Task requirements: Every line from the beginning of the records below up to the one holding "817px,825px 1381px,823px 1406px,844px" should be quoted exactly; leave out the rest.

━━━ Records to use ━━━

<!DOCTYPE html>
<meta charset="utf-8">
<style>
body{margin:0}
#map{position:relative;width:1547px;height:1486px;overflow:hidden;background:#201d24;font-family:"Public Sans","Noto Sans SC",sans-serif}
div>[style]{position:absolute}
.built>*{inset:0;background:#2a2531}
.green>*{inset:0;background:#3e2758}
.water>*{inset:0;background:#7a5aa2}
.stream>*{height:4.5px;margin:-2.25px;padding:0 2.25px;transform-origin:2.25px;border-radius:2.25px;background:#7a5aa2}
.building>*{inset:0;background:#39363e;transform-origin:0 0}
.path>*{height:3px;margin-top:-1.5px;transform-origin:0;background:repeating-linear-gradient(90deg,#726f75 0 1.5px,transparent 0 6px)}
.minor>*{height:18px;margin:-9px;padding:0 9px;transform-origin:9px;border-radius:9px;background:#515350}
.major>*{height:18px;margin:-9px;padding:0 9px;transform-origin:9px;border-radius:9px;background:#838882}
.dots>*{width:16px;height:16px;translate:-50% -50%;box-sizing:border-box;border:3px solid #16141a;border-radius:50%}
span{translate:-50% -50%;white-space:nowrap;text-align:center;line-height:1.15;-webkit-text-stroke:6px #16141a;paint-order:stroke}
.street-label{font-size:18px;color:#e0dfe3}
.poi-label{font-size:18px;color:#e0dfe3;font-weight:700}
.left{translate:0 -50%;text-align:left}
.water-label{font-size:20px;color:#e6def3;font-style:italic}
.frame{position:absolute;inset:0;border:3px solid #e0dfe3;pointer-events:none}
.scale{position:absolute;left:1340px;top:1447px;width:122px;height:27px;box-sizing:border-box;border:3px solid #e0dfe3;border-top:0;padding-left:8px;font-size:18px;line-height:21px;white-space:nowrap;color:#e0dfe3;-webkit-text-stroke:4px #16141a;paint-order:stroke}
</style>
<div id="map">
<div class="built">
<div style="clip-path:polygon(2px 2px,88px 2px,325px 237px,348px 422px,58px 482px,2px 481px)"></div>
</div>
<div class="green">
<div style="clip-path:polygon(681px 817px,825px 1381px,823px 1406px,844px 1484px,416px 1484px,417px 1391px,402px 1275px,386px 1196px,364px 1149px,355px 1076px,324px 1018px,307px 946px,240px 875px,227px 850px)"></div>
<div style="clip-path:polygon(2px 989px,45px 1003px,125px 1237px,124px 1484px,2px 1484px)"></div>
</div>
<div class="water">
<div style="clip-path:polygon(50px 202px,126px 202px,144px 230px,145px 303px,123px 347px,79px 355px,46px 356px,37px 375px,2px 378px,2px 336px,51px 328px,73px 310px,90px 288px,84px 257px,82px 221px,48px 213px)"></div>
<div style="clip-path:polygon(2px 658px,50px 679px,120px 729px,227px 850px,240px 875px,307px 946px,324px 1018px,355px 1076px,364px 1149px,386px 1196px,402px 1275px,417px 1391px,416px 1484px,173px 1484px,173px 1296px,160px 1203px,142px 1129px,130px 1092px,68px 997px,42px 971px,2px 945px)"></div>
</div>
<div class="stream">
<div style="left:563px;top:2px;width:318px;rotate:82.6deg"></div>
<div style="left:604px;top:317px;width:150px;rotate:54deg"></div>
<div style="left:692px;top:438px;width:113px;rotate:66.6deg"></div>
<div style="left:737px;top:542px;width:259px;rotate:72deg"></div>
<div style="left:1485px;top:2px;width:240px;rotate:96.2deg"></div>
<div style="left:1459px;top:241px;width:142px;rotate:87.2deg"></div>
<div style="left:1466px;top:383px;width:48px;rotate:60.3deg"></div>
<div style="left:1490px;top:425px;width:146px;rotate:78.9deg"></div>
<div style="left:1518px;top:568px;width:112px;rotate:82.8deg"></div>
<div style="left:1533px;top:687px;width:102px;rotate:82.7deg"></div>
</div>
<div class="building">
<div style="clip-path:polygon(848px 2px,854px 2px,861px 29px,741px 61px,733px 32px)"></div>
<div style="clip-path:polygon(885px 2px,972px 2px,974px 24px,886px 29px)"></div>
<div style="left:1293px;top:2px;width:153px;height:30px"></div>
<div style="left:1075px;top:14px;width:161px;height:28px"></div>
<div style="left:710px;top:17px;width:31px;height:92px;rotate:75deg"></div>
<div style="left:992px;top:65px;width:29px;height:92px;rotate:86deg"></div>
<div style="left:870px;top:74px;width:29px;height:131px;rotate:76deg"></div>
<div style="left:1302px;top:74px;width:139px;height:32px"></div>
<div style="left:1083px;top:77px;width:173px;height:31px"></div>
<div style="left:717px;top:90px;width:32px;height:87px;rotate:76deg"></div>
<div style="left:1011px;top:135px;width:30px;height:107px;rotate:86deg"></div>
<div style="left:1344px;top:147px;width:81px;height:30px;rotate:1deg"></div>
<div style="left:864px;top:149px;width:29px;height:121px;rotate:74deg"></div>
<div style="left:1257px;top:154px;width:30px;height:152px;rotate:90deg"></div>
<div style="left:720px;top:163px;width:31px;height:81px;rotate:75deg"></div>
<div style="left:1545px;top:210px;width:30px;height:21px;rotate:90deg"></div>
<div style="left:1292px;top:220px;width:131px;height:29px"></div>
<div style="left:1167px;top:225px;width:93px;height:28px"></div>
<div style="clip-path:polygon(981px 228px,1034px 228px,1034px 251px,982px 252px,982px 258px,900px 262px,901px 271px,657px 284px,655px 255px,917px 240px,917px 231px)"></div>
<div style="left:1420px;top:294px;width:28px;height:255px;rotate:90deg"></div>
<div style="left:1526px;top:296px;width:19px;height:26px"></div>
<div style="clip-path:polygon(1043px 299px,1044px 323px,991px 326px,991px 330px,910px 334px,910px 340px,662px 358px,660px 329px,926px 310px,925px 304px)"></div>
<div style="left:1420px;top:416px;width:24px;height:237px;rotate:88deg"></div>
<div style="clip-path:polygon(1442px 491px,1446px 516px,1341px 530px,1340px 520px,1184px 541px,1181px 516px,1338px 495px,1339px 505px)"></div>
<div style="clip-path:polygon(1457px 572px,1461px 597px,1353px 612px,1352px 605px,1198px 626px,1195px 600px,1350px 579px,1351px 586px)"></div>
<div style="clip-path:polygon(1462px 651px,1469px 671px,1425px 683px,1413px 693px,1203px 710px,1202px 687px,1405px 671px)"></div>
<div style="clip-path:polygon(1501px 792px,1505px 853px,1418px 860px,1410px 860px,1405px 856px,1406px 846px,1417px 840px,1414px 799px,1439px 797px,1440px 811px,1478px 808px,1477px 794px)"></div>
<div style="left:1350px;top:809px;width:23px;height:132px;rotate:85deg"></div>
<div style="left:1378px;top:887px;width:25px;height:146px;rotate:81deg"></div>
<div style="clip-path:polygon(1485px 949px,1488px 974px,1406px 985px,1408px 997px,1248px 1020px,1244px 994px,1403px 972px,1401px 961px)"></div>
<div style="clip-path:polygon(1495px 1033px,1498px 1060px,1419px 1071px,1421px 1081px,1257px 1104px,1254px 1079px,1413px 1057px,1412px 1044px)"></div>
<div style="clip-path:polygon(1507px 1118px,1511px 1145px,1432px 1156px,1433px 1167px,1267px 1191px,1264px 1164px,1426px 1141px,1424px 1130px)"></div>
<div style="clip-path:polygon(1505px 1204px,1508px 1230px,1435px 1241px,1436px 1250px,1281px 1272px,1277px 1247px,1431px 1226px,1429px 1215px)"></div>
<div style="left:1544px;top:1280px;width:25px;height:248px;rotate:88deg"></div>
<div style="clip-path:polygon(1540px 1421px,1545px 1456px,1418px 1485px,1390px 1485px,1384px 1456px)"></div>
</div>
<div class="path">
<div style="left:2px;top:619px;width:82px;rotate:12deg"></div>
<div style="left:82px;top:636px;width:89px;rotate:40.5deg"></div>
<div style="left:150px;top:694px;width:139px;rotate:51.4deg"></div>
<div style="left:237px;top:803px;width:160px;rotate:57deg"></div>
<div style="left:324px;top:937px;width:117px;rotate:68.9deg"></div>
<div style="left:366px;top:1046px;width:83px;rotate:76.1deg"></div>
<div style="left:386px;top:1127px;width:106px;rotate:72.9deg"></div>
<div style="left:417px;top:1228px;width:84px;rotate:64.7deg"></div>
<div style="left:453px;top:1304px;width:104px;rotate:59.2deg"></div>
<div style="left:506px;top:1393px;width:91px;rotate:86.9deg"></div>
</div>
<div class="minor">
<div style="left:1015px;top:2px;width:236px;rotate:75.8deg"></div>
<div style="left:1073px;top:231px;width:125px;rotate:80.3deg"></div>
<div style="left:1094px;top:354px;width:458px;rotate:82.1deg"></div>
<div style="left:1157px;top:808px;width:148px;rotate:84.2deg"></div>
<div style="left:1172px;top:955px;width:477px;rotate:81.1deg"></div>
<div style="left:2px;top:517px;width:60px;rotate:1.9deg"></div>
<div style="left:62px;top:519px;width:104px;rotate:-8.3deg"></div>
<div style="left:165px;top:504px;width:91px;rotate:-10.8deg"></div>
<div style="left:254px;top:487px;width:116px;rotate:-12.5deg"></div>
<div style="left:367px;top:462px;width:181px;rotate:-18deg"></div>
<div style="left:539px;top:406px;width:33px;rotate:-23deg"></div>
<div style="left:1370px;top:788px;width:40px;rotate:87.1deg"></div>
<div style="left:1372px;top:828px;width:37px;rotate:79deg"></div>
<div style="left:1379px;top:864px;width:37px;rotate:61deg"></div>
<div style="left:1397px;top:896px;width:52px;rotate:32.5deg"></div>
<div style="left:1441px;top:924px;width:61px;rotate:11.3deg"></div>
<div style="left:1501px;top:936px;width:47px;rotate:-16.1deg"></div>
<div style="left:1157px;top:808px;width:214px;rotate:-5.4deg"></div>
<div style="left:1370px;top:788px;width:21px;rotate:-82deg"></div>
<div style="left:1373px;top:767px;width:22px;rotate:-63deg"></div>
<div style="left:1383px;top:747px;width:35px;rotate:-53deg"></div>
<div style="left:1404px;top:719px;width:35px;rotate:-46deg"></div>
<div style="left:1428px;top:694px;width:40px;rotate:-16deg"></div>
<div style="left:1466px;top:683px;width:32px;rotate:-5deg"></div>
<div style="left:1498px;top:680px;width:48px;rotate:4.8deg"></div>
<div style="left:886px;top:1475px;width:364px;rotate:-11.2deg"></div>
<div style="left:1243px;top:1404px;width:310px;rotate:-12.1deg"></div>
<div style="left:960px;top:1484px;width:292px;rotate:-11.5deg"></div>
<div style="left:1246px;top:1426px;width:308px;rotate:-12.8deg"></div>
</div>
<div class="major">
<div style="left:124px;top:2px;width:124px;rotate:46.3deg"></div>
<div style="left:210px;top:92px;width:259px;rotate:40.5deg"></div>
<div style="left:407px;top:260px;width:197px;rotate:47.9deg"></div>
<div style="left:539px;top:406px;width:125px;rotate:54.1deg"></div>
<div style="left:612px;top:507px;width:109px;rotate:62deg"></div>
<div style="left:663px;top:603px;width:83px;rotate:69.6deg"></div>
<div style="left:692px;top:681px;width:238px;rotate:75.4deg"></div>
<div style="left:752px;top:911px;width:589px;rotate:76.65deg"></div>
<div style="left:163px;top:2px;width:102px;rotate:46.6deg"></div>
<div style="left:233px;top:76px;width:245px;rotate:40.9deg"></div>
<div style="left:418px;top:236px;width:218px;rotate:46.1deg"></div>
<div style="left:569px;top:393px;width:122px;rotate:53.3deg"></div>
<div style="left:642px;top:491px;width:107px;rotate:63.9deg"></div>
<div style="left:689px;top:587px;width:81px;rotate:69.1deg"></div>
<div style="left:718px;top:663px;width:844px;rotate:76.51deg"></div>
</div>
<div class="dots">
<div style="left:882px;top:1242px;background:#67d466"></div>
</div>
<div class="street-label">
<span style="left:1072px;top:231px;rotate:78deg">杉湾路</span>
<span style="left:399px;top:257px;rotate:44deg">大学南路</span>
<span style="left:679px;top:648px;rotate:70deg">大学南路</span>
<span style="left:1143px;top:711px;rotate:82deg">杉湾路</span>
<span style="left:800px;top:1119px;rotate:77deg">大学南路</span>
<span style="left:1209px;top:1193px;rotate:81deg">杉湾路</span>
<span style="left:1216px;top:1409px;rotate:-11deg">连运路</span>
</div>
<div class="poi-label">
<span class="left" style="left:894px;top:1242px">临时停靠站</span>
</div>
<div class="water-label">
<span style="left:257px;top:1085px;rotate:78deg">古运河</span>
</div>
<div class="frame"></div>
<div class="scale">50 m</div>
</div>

━━━

Answer box:
<!DOCTYPE html>
<meta charset="utf-8">
<style>
body{margin:0}
#map{position:relative;width:1547px;height:1486px;overflow:hidden;background:#201d24;font-family:"Public Sans","Noto Sans SC",sans-serif}
div>[style]{position:absolute}
.built>*{inset:0;background:#2a2531}
.green>*{inset:0;background:#3e2758}
.water>*{inset:0;background:#7a5aa2}
.stream>*{height:4.5px;margin:-2.25px;padding:0 2.25px;transform-origin:2.25px;border-radius:2.25px;background:#7a5aa2}
.building>*{inset:0;background:#39363e;transform-origin:0 0}
.path>*{height:3px;margin-top:-1.5px;transform-origin:0;background:repeating-linear-gradient(90deg,#726f75 0 1.5px,transparent 0 6px)}
.minor>*{height:18px;margin:-9px;padding:0 9px;transform-origin:9px;border-radius:9px;background:#515350}
.major>*{height:18px;margin:-9px;padding:0 9px;transform-origin:9px;border-radius:9px;background:#838882}
.dots>*{width:16px;height:16px;translate:-50% -50%;box-sizing:border-box;border:3px solid #16141a;border-radius:50%}
span{translate:-50% -50%;white-space:nowrap;text-align:center;line-height:1.15;-webkit-text-stroke:6px #16141a;paint-order:stroke}
.street-label{font-size:18px;color:#e0dfe3}
.poi-label{font-size:18px;color:#e0dfe3;font-weight:700}
.left{translate:0 -50%;text-align:left}
.water-label{font-size:20px;color:#e6def3;font-style:italic}
.frame{position:absolute;inset:0;border:3px solid #e0dfe3;pointer-events:none}
.scale{position:absolute;left:1340px;top:1447px;width:122px;height:27px;box-sizing:border-box;border:3px solid #e0dfe3;border-top:0;padding-left:8px;font-size:18px;line-height:21px;white-space:nowrap;color:#e0dfe3;-webkit-text-stroke:4px #16141a;paint-order:stroke}
</style>
<div id="map">
<div class="built">
<div style="clip-path:polygon(2px 2px,88px 2px,325px 237px,348px 422px,58px 482px,2px 481px)"></div>
</div>
<div class="green">
<div style="clip-path:polygon(681px 817px,825px 1381px,823px 1406px,844px 1484px,416px 1484px,417px 1391px,402px 1275px,386px 1196px,364px 1149px,355px 1076px,324px 1018px,307px 946px,240px 875px,227px 850px)"></div>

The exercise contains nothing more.